Court Opinion

ID: 3823294
Source: CourtListenerOpinion
Date Created: 2016-07-06 07:57:20.185163+00
Date Added: 2024-06-11T14:13:48.011333
License: Public Domain

The parties will be referred to as petitioner and respondent. On September 15, 1933, Dona Stanstill filed a claim for compensation stating that she strained her back while lifting a roll of cloth out of a loom in a mill on April 26, 1933; that her average daily wage was $2.75, and upon a subsequent hearing an award was entered for permanent partial disability on the 15th day of February, 1936, awarding compensation at the rate of $8 per week from May 24, 1933, and ordering payment from May 24, 1933, to February 15, 1936, or 142 weeks, paid in a lump sum, and $8 per week until the total of 300 weeks has been paid. Petitioner seeks to vacate the award.
It is first urged that the order awards respondent compensation from May 24, 1934, until August 18, 1936, and it is therefore apparent the commission awarded compensation for a period of four months when claimant was drawing full wages. We fail to find such a statement in the record at the page referred to by petitioner, but respondent admits payment for four months beginning May 24, 1934. On this proposition we are inclined to believe petitioner meant to state August 18, 1934. Credit should be given for these payments on the lump sum awarded. Markham v. State Industrial Commission, 85 Okla. 81,205 P. 163. This disposes of proposition 2 also, in which petitioner urges that where the commission awards compensation under the "other cases" provision of the act for a period of time during which the claimant was paid a weekly salary, such payments should be credited on such permanent partial disability.
Under proposition 3 petitioner objects to the nature of the award because it was for 300 weeks. As a matter of law the order is within the terms and provisions of the statute which permits awards for not to exceed 300 weeks under the "other cases" provision of subdivision 3 of section 13356, O. S. 1931. The only method in which the order could be changed more properly to comply with the terms of the statute is to state therein that it is for a period of not to exceed 300 weeks subject to change of the order either by the commission, or by either party upon proper application, and a subsequent showing that there has been a change of condition within the 300 weeks. Such disability is permanent and partial. The law itself provides that upon a change of condition it may be changed by the commission or by order on application of either party where a change of condition is shown to have occurred within 300 weeks. Harrington v. Miller, 164 Okla. 122, 22 P.2d 1000; H. F. Wilcox Oil  Gas Co. v. Lewis, 173 Okla. 640,49 P.2d 782. The law does this without the necessity of the order stating the same, and neither the commission nor the parties can prevent an application under the terms and provisions of the Workmen's Compensation Act resulting from a change of condition.

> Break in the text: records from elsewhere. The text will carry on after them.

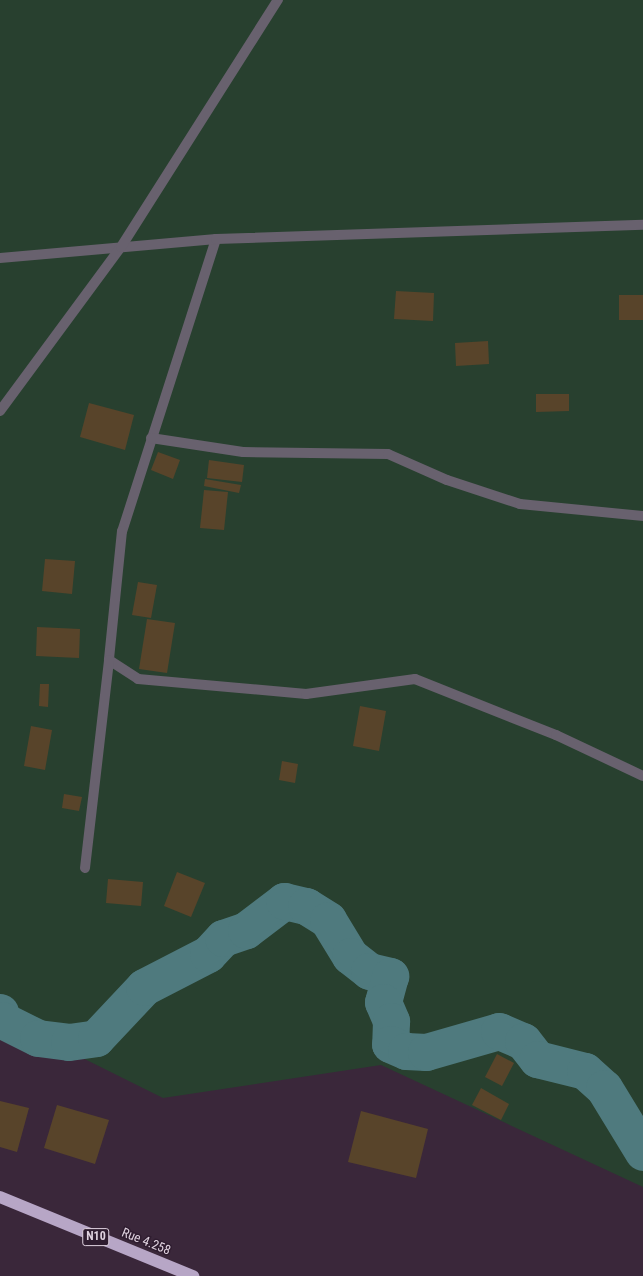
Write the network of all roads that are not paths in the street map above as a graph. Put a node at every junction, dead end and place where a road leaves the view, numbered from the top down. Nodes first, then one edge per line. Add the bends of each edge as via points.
1 (278, 0) edge
2 (643, 225) edge
3 (216, 239) junction
4 (121, 247) junction
5 (0, 258) edge
6 (0, 411) edge
7 (151, 438) junction
8 (643, 516) edge
9 (109, 660) junction
10 (643, 776) edge
11 (85, 868) dead end
12 (0, 1197) edge
13 (193, 1276) edge

1 - 4 street
2 - 3 street
3 - 4 street
3 - 7 street
4 - 5 street
4 - 6 street
7 - 8 street via 243,452 388,454 448,480 520,504
7 - 9 street via 122,531
9 - 10 street via 138,679 306,694 415,679 556,735
9 - 11 street
12 - 13 highway, Rue 4.258 / N10

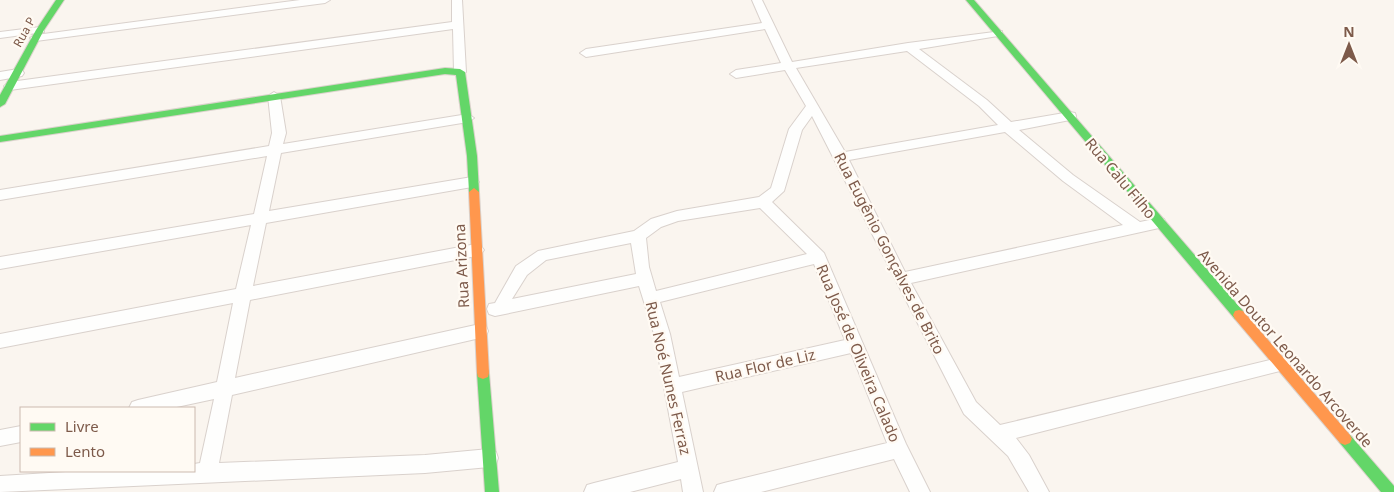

The other proposition is that there is no competent evidence to sustain the award. There is competent evidence in the record both as to the nature of the accident and the resulting disability and the average daily wage of the respondent. We have held that when such competent evidence is presented, the determination of the question of fact by the State Industrial Commission will not be disturbed. Empire Oil  Refining Co. v. Myers, 177 Okla. 401, 60 P.2d 730; Amerada Petroleum Corp. v. Sumner, 177 Okla. 503, 61 P.2d 205.
The award is affirmed.
WELCH, PHELPS, CORN, GIBSON, and HURST, JJ., concur.